The overwhelming strike vote represents an important shift
in the thinking of the Saturn workers. It is an expression of
the growing militancy among auto workers and the American working
class as a whole, and an indication that the rank and file are
turning their backs on the policy of labor-management collaboration,
which the United Auto Workers and the rest of the AFL-CIO have
pursued for the past two decades.
The Saturn vote came as the nationwide shutdown of General
Motors moved into its seventh week, with 9,200 workers on the
picket lines at two parts plants in Flint, and 186,000 other workers
laid off in assembly and parts plants throughout the United States,
Canada and Mexico. The GM strike is already the largest industrial
dispute in the US in 15 years, eclipsing last year's strike at
United Parcel Service.
Sunday's vote at Saturn brings to four the number of UAW locals
set to follow in the footsteps of Locals 659 and 651 in Flint.
Workers at parts plants in Dayton, Ohio and Indianapolis, and
at the Buick City complex in Flint have voted strike authorization,
and a similar vote is expected shortly at the Corvette assembly
plant in Bowling Green, Kentucky.
Another indication of rising tensions on the shop floor came
at GM's engine plant in Romulus, Michigan, in the Detroit suburbs,
which is still operating. Production at the plant was disrupted
Wednesday, July 15, when the company began bringing in spark plugs
made by NGK, a Japanese-owned supplier, instead of those manufactured
at the strikebound Delphi East plant in Flint.

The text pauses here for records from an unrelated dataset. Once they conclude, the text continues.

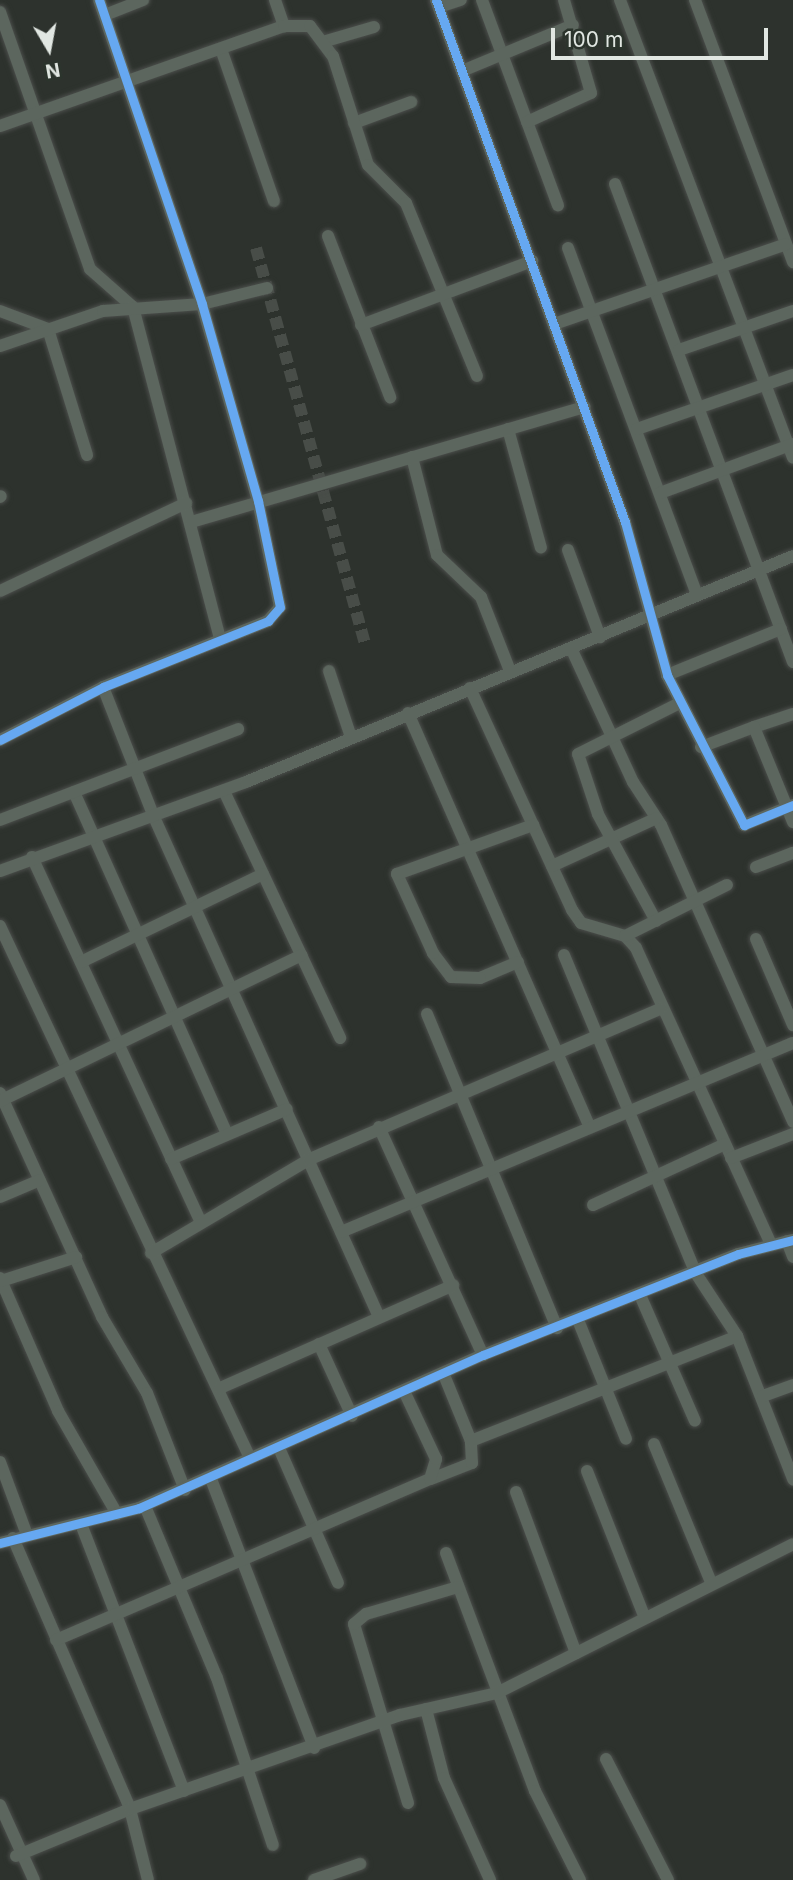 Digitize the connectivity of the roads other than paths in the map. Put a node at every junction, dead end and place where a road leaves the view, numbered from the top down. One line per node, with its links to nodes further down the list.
1 (99, 0): 11 (street)
2 (143, 0): 11 (street)
3 (275, 0): 13 (street)
4 (461, 0): 9 (street)
5 (482, 0): 17 (street)
6 (564, 0): 12 (street)
7 (620, 0): 33 (street)
8 (695, 0): 29 (street)
9 (438, 4): 18 (street)
10 (0, 12): 21 (street)
11 (105, 15): 19 (street)
12 (573, 25): 17 (street); 22 (street)
13 (284, 26): 15 (street); 16 (street)
14 (374, 27): 15 (street)
15 (326, 41): 23 (street)
16 (221, 49): 19 (street); 26 (street)
17 (503, 57): 18 (street); 22 (street)
18 (461, 72): 31 (street)
19 (129, 82): 21 (street); 37 (street)
20 (411, 102): 23 (street)
21 (35, 114): 24 (street); 38 (street)
22 (527, 122): 27 (street)
23 (354, 124): 36 (street)
24 (0, 126)
25 (615, 184): 35 (street)
26 (274, 201)
27 (558, 205)
28 (328, 236): 43 (street)
29 (786, 244): 32 (street); 33 (street)
30 (568, 248): 41 (street)
31 (532, 261): 36 (street); 42 (street)
32 (793, 262)
33 (719, 266): 35 (street); 44 (street)
34 (267, 288): 37 (street)
35 (653, 290): 41 (street); 47 (street)
36 (442, 291): 43 (street); 49 (street)
37 (202, 304): 38 (street); 61 (street)
38 (133, 307): 45 (street); 62 (street)
39 (793, 310): 44 (street)
40 (0, 311): 45 (street)
41 (590, 311): 42 (street); 55 (street)
42 (556, 323): 52 (street)
43 (361, 325): 51 (street)
44 (743, 328): 47 (street); 50 (street)
45 (48, 329): 46 (street); 57 (street)
46 (0, 346)
47 (679, 350): 53 (street)
48 (793, 375): 50 (street)
49 (477, 376)
50 (764, 385): 53 (street); 56 (street)
51 (390, 397)
52 (585, 407): 54 (street); 70 (street)
53 (699, 409): 55 (street); 59 (street)
54 (508, 429): 58 (street); 64 (street)
55 (637, 429): 60 (street)
56 (791, 448): 59 (street)
57 (86, 455)
58 (412, 457): 61 (street); 77 (street)
59 (722, 470): 60 (street); 67 (street)
60 (660, 494): 69 (street)
61 (258, 501): 63 (street); 73 (street)
62 (186, 503): 63 (street); 68 (street)
63 (191, 522): 73 (street)
64 (541, 548)
65 (568, 550): 72 (street)
66 (793, 556): 67 (street)
67 (760, 567): 69 (street); 71 (street)
68 (0, 591)
69 (696, 593): 70 (street)
70 (653, 612): 72 (street); 78 (street)
71 (781, 629): 75 (street); 78 (street)
72 (600, 637): 74 (street)
73 (220, 639): 79 (street)
74 (570, 648): 77 (street); 86 (street)
75 (793, 662)
76 (329, 671): 87 (street)
77 (510, 671): 80 (street)
78 (667, 676): 81 (street)
79 (103, 687): 88 (street); 90 (street)
80 (470, 688): 82 (street); 98 (street)
81 (680, 704): 86 (street); 89 (street)
82 (408, 713): 87 (street); 101 (street)
83 (793, 714): 84 (street)
84 (754, 727): 89 (street); 93 (street)
85 (238, 729): 90 (street)
86 (610, 735): 95 (street); 100 (street)
87 (351, 737): 91 (street)
88 (0, 740)
89 (701, 747): 93 (street)
90 (135, 769): 92 (street); 94 (street)
91 (224, 791): 94 (street); 107 (street)
92 (74, 792): 96 (street); 99 (street)
93 (790, 806): 97 (street)
94 (154, 817): 99 (street); 110 (street)
95 (657, 818): 100 (street); 109 (street)
96 (0, 820)
97 (793, 822)
98 (533, 825): 101 (street); 104 (street)
99 (93, 834): 103 (street); 113 (street)
100 (613, 838): 104 (street); 111 (street)
101 (468, 849): 119 (street); 119 (street)
102 (793, 853): 105 (street)
103 (32, 857): 106 (street); 118 (street)
104 (552, 866): 114 (street)
105 (756, 867)
106 (0, 871)
107 (263, 874): 110 (street); 116 (street)
108 (727, 885): 109 (street)
109 (696, 901): 111 (street); 130 (street)
110 (197, 906): 113 (street); 120 (street)
111 (656, 921): 114 (street)
112 (0, 926): 131 (street)
113 (140, 934): 118 (street); 123 (street)
114 (625, 936): 121 (street)
115 (756, 939): 124 (street)
116 (302, 955): 120 (street); 126 (street)
117 (564, 955): 125 (street)
118 (81, 962): 128 (street)
119 (518, 962): 129 (street)
120 (236, 988): 123 (street); 135 (street)
121 (660, 1009): 125 (street); 132 (street)
122 (427, 1014): 133 (street)
123 (176, 1017): 128 (street); 140 (street)
124 (793, 1025)
125 (596, 1035): 129 (street); 136 (street)
126 (341, 1038)
127 (793, 1043): 130 (street)
128 (116, 1044): 131 (street); 145 (street)
129 (558, 1051): 133 (street); 139 (street)
130 (763, 1056): 132 (street); 137 (street)
131 (64, 1071): 134 (street); 156 (street)
132 (697, 1086): 136 (street); 142 (street)
133 (461, 1091): 138 (street); 146 (street)
134 (1, 1097): 148 (street)
135 (287, 1108): 140 (street); 144 (street)
136 (628, 1110): 139 (street); 147 (street)
137 (793, 1122)
138 (379, 1127): 144 (street); 150 (street)
139 (590, 1127): 146 (street)
140 (227, 1134): 145 (street)
141 (793, 1134): 143 (street)
142 (725, 1144): 143 (street); 147 (street)
143 (732, 1158): 155 (street)
144 (310, 1159): 152 (street); 153 (street)
145 (171, 1160): 152 (street)
146 (493, 1167): 150 (street); 165 (street)
147 (654, 1177): 151 (street); 159 (street)
148 (40, 1180): 149 (street); 157 (street)
149 (0, 1197)
150 (415, 1197): 153 (street); 161 (street)
151 (593, 1205)
152 (201, 1223): 156 (street)
153 (341, 1232): 163 (street)
154 (790, 1241): 155 (street); 158 (street)
155 (771, 1244): 159 (street)
156 (151, 1252): 172 (street)
157 (76, 1257): 160 (street); 188 (street)
158 (793, 1257)
159 (695, 1272): 162 (street); 166 (street)
160 (1, 1279): 191 (street)
161 (453, 1285): 163 (street); 168 (street)
162 (640, 1295): 164 (street); 169 (street)
163 (379, 1317): 167 (street)
164 (578, 1321): 165 (street); 174 (street)
165 (557, 1328): 168 (street)
166 (737, 1336): 169 (street); 175 (street)
167 (319, 1344): 172 (street); 176 (street)
168 (483, 1355): 170 (street)
169 (670, 1363): 174 (street); 177 (street)
170 (444, 1375): 173 (street); 179 (street)
171 (793, 1385): 175 (street)
172 (220, 1388): 182 (street)
173 (404, 1391): 176 (street); 186 (street)
174 (604, 1392): 178 (street); 179 (street)
175 (763, 1396): 187 (street)
176 (352, 1416): 181 (street)
177 (695, 1421)
178 (626, 1439)
179 (471, 1441): 186 (street)
180 (654, 1444): 200 (street)
181 (279, 1448): 182 (street); 193 (street)
182 (250, 1458): 185 (street)
183 (0, 1462): 194 (street)
184 (587, 1472): 205 (street)
185 (211, 1479): 188 (street); 199 (street)
186 (430, 1479): 193 (street)
187 (793, 1479)
188 (185, 1490): 190 (street)
189 (516, 1492): 207 (street)
190 (145, 1506): 191 (street); 202 (street)
191 (117, 1514): 192 (street)
192 (81, 1524): 194 (street); 204 (street)
193 (314, 1529): 199 (street); 201 (street)
194 (27, 1535): 195 (street)
195 (13, 1538): 196 (street); 206 (street)
196 (0, 1543)
197 (793, 1544): 200 (street)
198 (446, 1553): 203 (street)
199 (243, 1560): 202 (street); 211 (street)
200 (711, 1582): 205 (street)
201 (338, 1583)
202 (179, 1587): 204 (street); 213 (street)
203 (458, 1587): 208 (street); 210 (street)
204 (115, 1615): 206 (street); 214 (street)
205 (645, 1618): 207 (street)
206 (56, 1640): 217 (street)
207 (576, 1653): 208 (street)
208 (497, 1693): 209 (street); 225 (street)
209 (426, 1709): 210 (street); 224 (street)
210 (383, 1723): 211 (street); 215 (street)
211 (314, 1748): 213 (street)
212 (606, 1759): 226 (street)
213 (250, 1770): 214 (street); 218 (street)
214 (184, 1791): 217 (street)
215 (408, 1803)
216 (0, 1805): 219 (street)
217 (130, 1809): 219 (street); 222 (street)
218 (273, 1845)
219 (20, 1855): 221 (street)
220 (360, 1864): 223 (street)
221 (34, 1880)
222 (148, 1880)
223 (314, 1880)
224 (490, 1880)
225 (580, 1880)
226 (668, 1880) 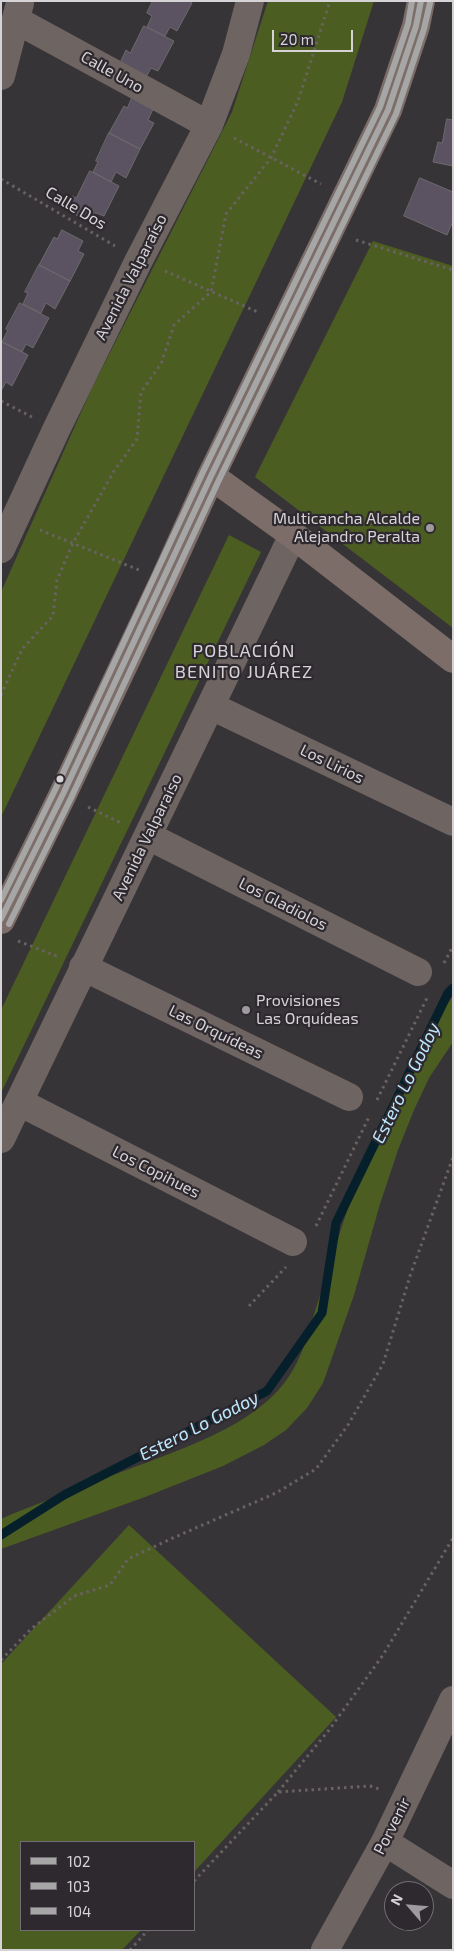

While union committeemen began the protest by throwing boxes
of NGK spark plugs on the floor, the response from the ranks went
beyond their expectations. All production was halted for 45 minutes,
as the protest swept through the plant. The company later announced
the suspension of eight union members.
A laboratory for corporatism
General Motors established the Saturn division in 1984 as a
model for the labor-management collaboration that the UAW had
approved in principle at the union's 1983 national convention.
The plant was set up on an explicitly nationalist basis, to build
a small car that would compete with the imported Japanese compacts
that were then making huge inroads into GM's market.
The plant was located at Spring Hill, Tennessee, hundreds of
miles from any other GM facility. While some workers and most
union officials at the plant were transferred in from the north,
much of the work force was recruited locally in a poor and relatively
backward region of the rural South, with no traditions of trade
unionism or labor militancy.
The aim of both GM management and the UAW bureaucracy was to
provide an almost chemically pure environment for the development
of corporatism. Labor-management committees were put into operation
even before the assembly lines, with the aim of preventing the
development of any understanding among the workers that they had
class interests independent of and opposed to those of the company.
Saturn had a separate contract with the UAW, which provided
the workers in Spring Hill with base wages only 80 percent of
those paid at other GM-UAW plants, but with the promise that by
meeting productivity and quality goals, workers would make up
the difference and more. The Saturn workers were also promised
greater job security.
For a number of years, the formula appeared to work. Spring
Hill workers earned more than their counterparts at other GM plants,
productivity and quality were comparable to Japanese transplants
in the US, and Saturn sold well. Employment grew steadily and
no Spring Hill worker was ever laid off. The car and its factory
were featured heavily in GM advertising, under the slogan, "A
different kind of car company," with Saturn workers frequently
serving as spokespersons.
But over the past few years the conditions at Saturn have worsened.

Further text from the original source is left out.